= Chambres en ville =

Television series

Chambres en ville (Rooms in town) is a Québécois téléroman written by Sylvie Payette that aired on TVA from 1989 to 1996. The show was feted on its 35th anniversary in 2024.

==Plot==
This is the story of flatmates living in a dormitory. Louise is one of the central character in this series along with Rodrigue "Pete" Béliveau. Louise welcomes students into her residence and ends up taking on different roles for her guests: a mother, nurse, listener, psychologist, and probation agent among others. The students develop a close relationship with her and most of them keep coming back each year. Even after they depart, Louise is always available for them. Through different students' experiences, we are witness to all sorts of wild and turbulent events.

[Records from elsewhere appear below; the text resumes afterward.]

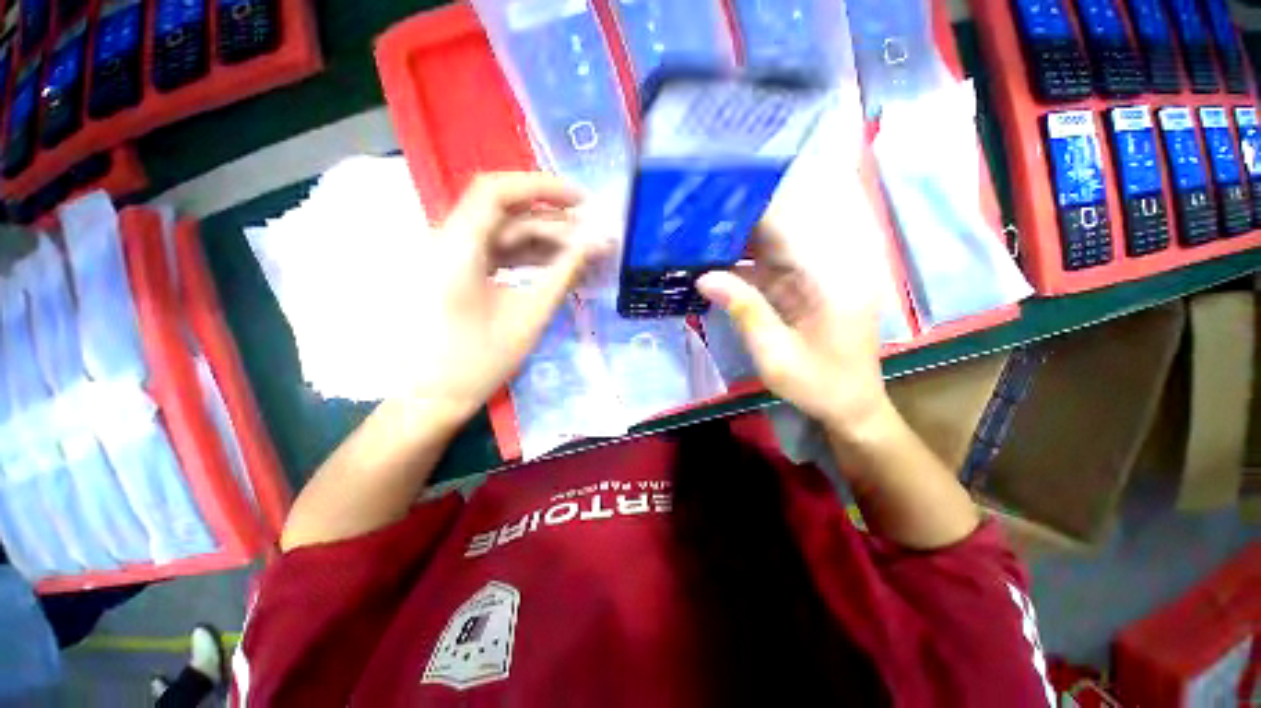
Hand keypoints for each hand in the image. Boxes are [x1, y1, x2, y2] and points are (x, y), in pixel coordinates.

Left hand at [408, 172, 603, 421]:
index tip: (581, 202)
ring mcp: (455, 259)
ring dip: (547, 243)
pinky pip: (501, 255)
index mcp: (457, 248)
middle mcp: (451, 242)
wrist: (434, 398)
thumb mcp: (529, 316)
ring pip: (507, 235)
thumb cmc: (479, 362)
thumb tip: (596, 245)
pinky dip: (531, 259)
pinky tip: (560, 270)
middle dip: (554, 222)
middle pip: (508, 214)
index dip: (542, 187)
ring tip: (585, 256)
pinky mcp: (462, 274)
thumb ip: (563, 275)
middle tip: (593, 238)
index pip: (497, 191)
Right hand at [697, 220, 889, 433]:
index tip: (712, 204)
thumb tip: (704, 277)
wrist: (850, 408)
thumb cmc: (819, 384)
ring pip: (767, 252)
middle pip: (775, 235)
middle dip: (735, 226)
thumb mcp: (776, 354)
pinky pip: (766, 273)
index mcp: (827, 278)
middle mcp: (822, 269)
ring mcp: (811, 281)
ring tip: (695, 240)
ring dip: (734, 247)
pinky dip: (740, 270)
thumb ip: (744, 310)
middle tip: (693, 221)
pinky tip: (713, 268)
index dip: (749, 212)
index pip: (785, 229)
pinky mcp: (800, 293)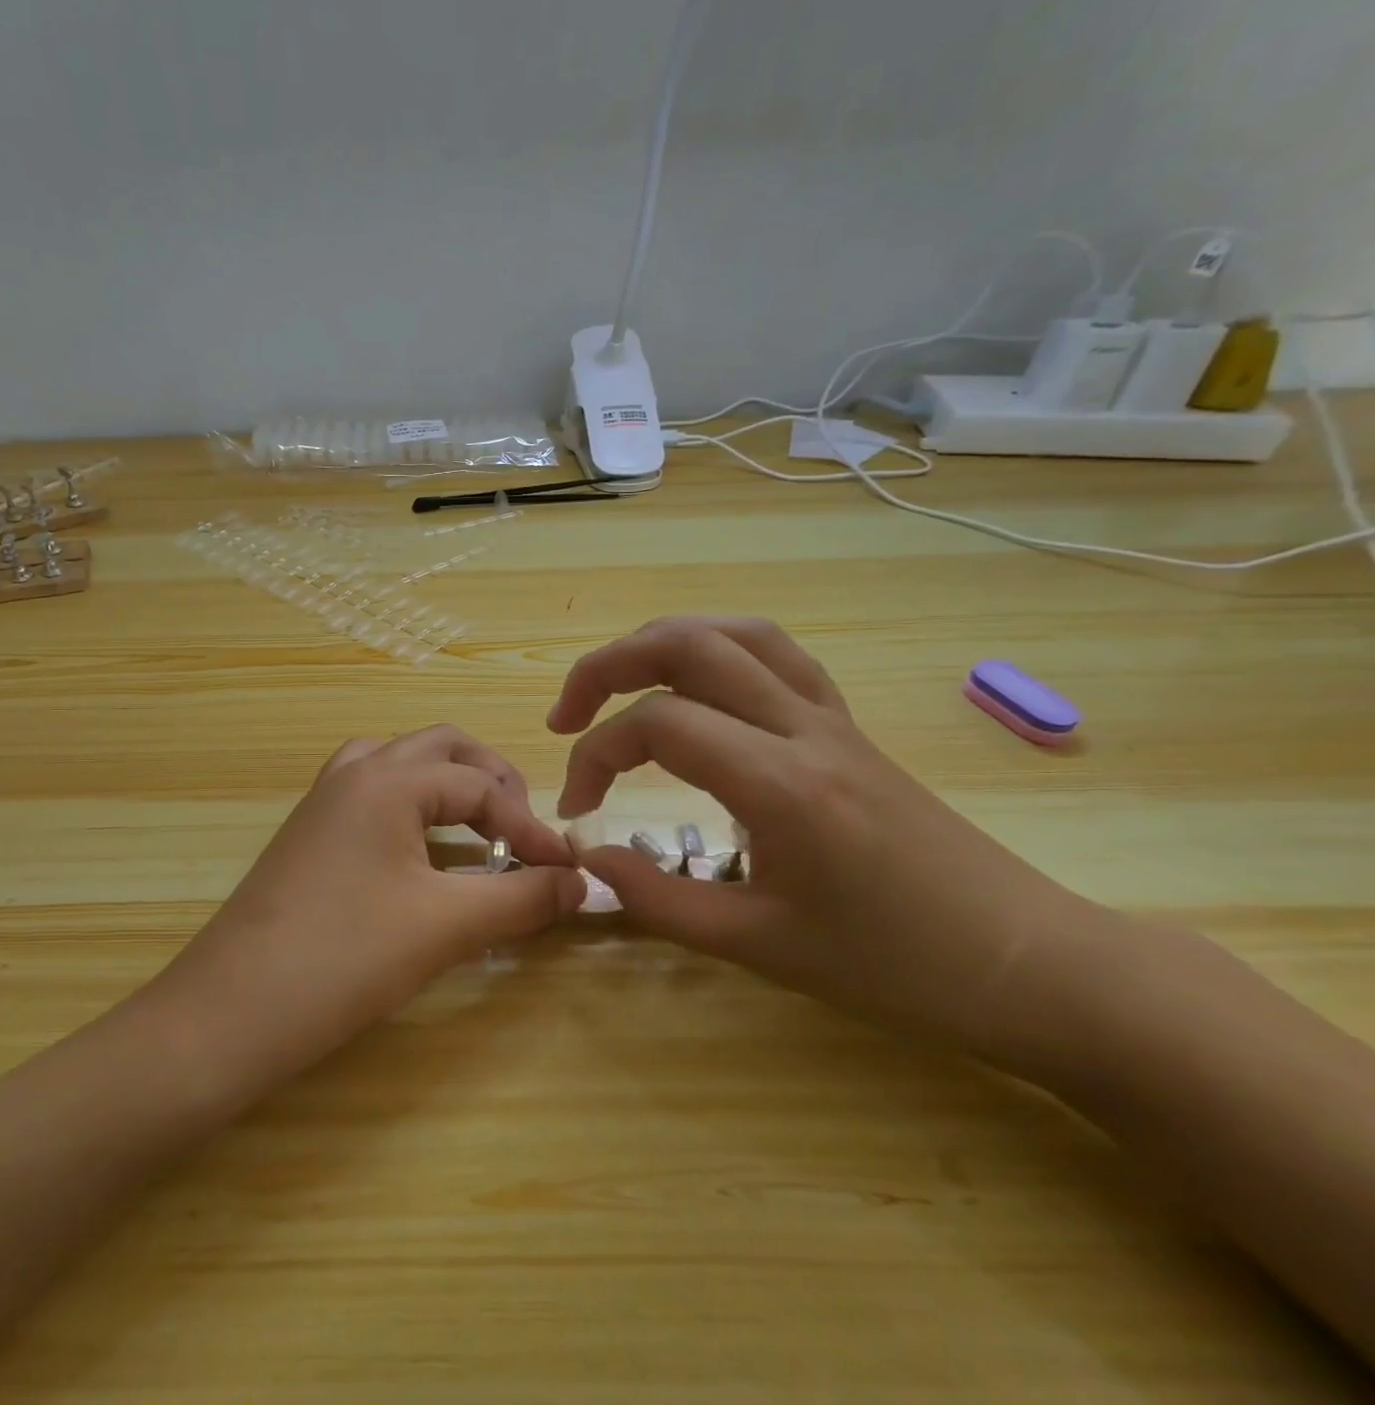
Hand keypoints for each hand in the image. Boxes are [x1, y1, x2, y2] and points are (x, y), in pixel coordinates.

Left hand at [145, 726, 584, 1102]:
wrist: (229, 1012)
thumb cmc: (344, 958)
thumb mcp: (446, 926)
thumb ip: (521, 898)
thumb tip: (580, 883)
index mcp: (388, 779)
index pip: (480, 787)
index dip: (531, 827)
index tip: (565, 871)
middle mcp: (354, 773)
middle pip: (440, 748)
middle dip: (491, 781)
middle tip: (522, 831)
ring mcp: (323, 801)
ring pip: (399, 764)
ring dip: (446, 785)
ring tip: (477, 830)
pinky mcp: (308, 834)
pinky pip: (370, 794)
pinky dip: (410, 806)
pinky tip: (421, 851)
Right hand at [548, 616, 1123, 1069]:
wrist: (1033, 965)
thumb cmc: (899, 968)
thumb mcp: (763, 948)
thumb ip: (659, 900)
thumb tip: (588, 860)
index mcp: (781, 783)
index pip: (656, 725)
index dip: (595, 756)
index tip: (578, 808)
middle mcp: (804, 728)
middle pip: (688, 644)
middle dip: (607, 667)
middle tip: (567, 715)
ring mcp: (833, 718)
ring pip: (737, 633)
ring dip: (662, 643)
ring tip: (620, 684)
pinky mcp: (850, 727)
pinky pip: (778, 656)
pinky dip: (719, 652)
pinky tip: (699, 692)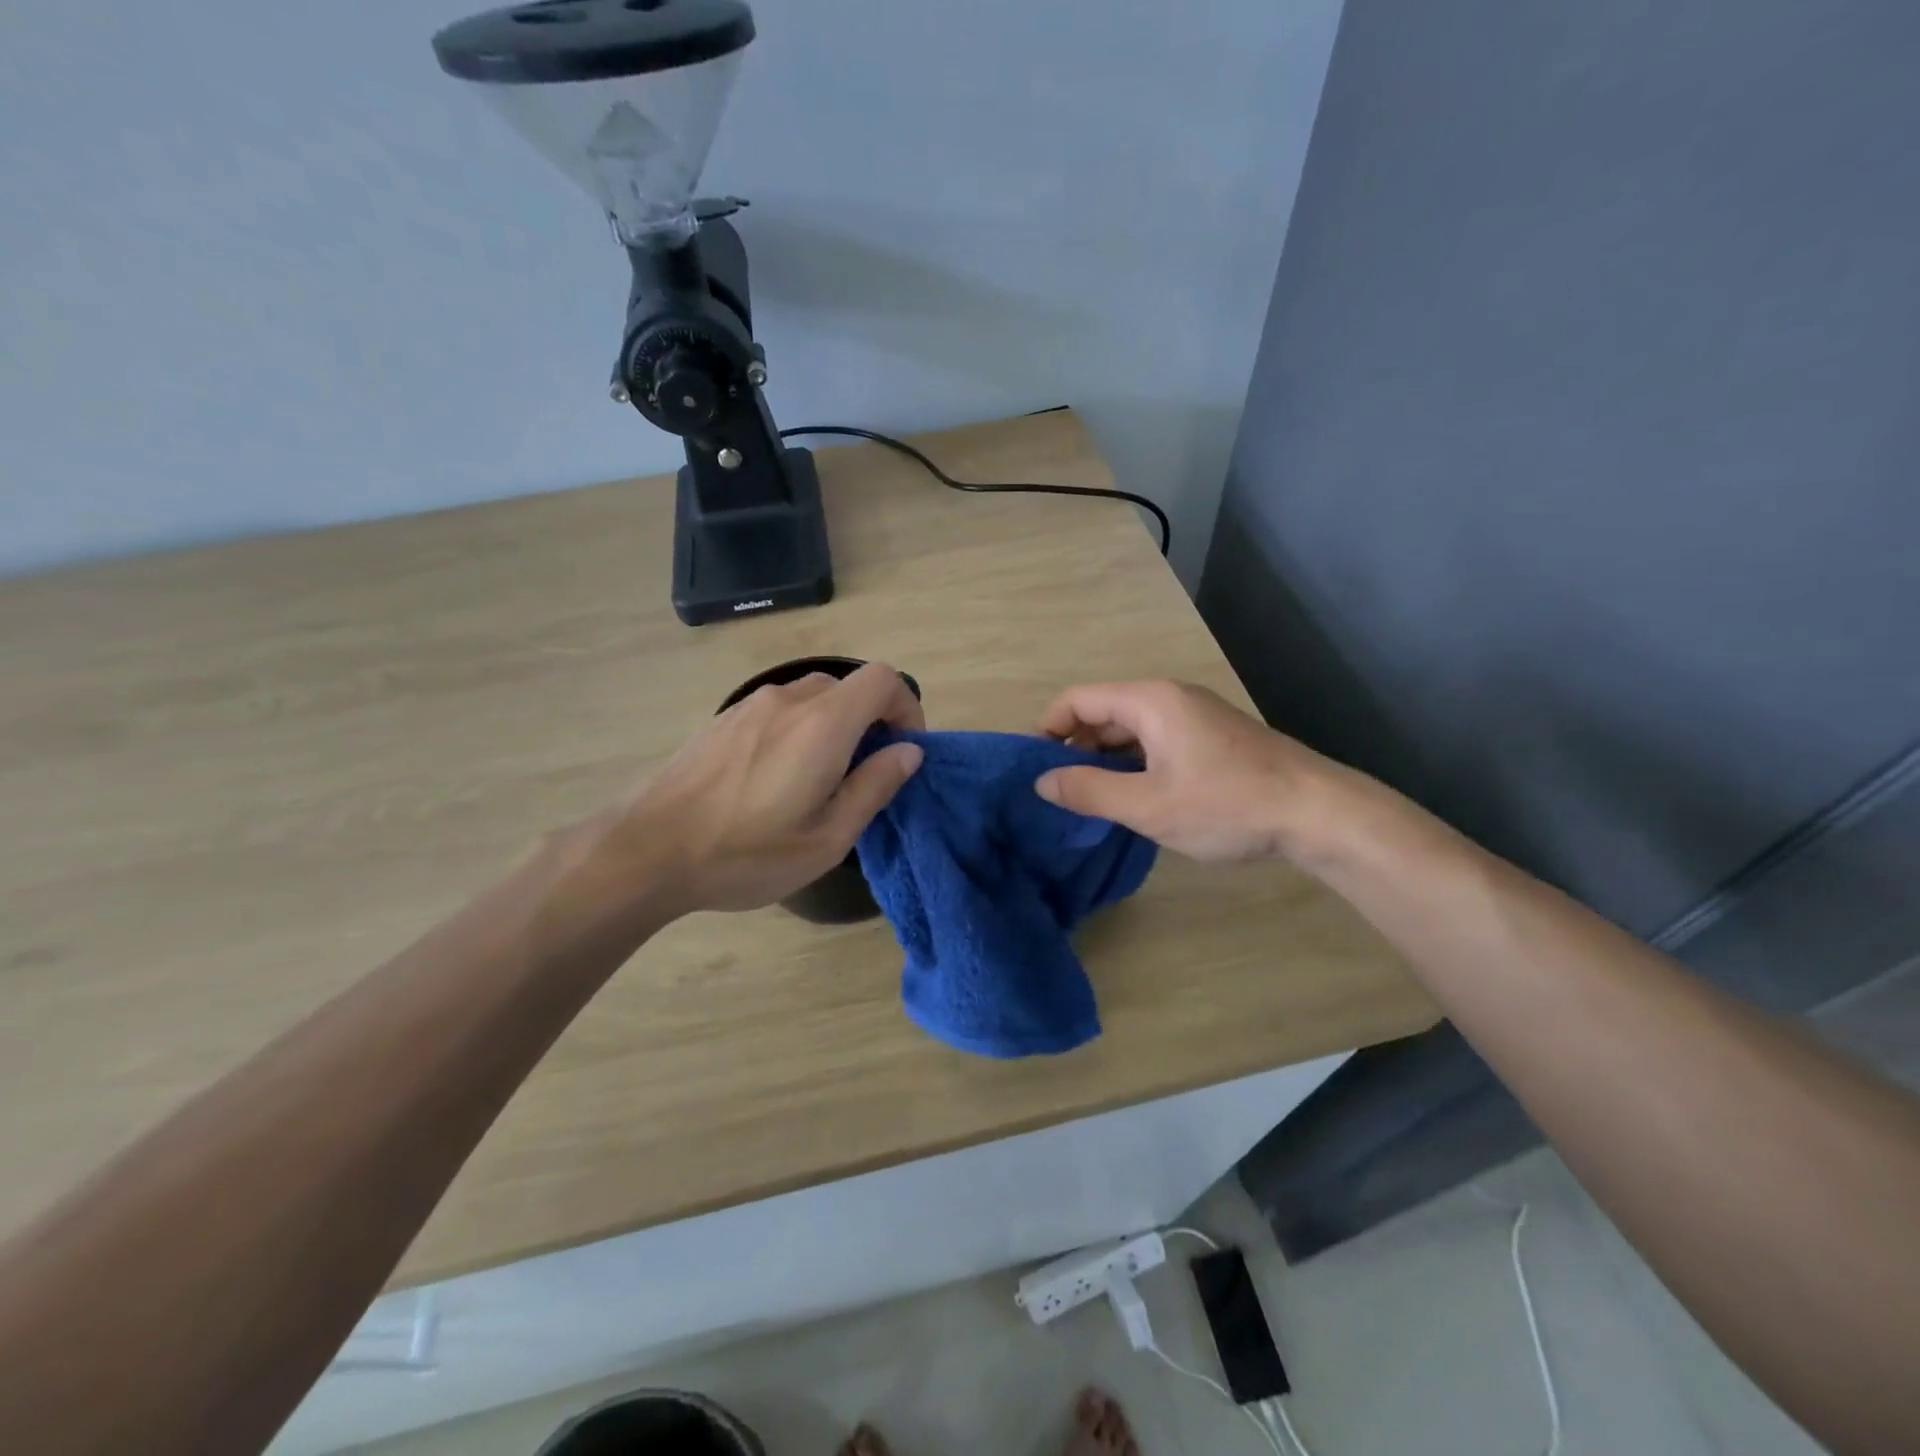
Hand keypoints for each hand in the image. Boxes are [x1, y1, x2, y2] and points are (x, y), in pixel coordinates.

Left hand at [607, 663, 924, 913]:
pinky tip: (774, 778)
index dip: (906, 707)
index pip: (884, 679)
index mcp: (823, 723)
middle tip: (862, 774)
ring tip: (817, 780)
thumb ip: (874, 786)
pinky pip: (779, 709)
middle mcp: (790, 700)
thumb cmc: (747, 852)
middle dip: (870, 722)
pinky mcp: (725, 718)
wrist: (648, 850)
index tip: (903, 749)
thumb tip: (908, 752)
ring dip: (833, 725)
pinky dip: (798, 729)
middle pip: (849, 687)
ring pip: (813, 697)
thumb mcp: (827, 838)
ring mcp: (751, 704)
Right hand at [1034, 680, 1337, 862]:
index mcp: (1150, 701)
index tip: (1032, 767)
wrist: (1317, 812)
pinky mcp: (1212, 739)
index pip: (1078, 699)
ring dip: (1104, 759)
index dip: (1047, 728)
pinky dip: (1133, 764)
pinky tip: (1133, 798)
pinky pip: (1156, 742)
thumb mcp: (1148, 805)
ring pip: (1131, 730)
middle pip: (1103, 712)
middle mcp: (1170, 698)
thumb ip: (1089, 791)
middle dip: (1074, 747)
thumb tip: (1042, 781)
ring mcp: (1195, 717)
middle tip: (1058, 791)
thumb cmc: (1226, 804)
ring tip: (1090, 800)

Some of the subjects raised include; wars between roommates, sex (often during action), sickness (AIDS) and cheating, all of which make for an interesting soap opera (téléroman).

==Cast==

- Francis Reddy : Rodrigue "Pete" Béliveau
- Vincent Graton : Gabriel Lévesque
- Pascale Bussières : Marie Vincent
- Michel Charette : Samuel
- Gregory Charles : Julien Philippe
- Marie-Josée Croze : Noémie Vanasse
- Isabelle Cyr : Hélène Cyr
- Louise Deschâtelets : Louise Leblanc
- Julie Deslauriers : Caroline Béliveau
- Bruce Dinsmore : Simon Campbell
- Daniel Dô : Jean Phan
- Anne Dorval : Lise «Lola» Corbeil
- Jean-Emery Gagnon : Fred Côté
- René Gagnon : Benoit
- Claude Gauthier : Charles Moreau
- Abeille Gélinas : Moon Shadow
- Patrick Labbé : Olivier
- Gilbert Lachance : Marc-André Dumoulin
- Jean-Marie Lapointe : Nicolas Chaumet
- Lucie Laurier : Caroline Béliveau
- Danielle Leduc : Vanessa Hashley
- Guillaume Lemay-Thivierge : Corneille
- Francine Morand : Jeannine Gervais
- Cédric Noël : Étienne Dumas
- Widemir Normil : Georges Magloire
- Patricia Paquin : Geneviève Lacoste
- Anik Pauzé : Fanny
- Marcia Pilote : Josiane Martineau
- Nathalie Rose : Alexandra Capuano
- Jasmin Roy : Mathias Bélanger
- Caroline St-Onge : Chloé Asselin
- Marie-Jo Thério : Laura Cyr
- Marie-Soleil Tougas : Roxanne
- Christophe Truffert : Arnaud
- Valérie Valois : Annick Senneville
- Stéphane Demers : Denis Lapierre

==Production==
- Written by Sylvie Payette
- Filmed by Jacques Payette (season 1), Marlène Lemire (seasons 2-7)

==Episodes==

- Season 1 = (32 Episodes of 20 to 25 minutes)
- Season 2 = (26 Episodes of 40 to 45 minutes)
- Season 3 = (26 Episodes of 40 to 45 minutes)
- Season 4 = (26 Episodes of 40 to 45 minutes)
- Season 5 = (26 Episodes of 40 to 45 minutes)
- Season 6 = (26 Episodes of 40 to 45 minutes)
- Season 7 = (26 Episodes of 40 to 45 minutes)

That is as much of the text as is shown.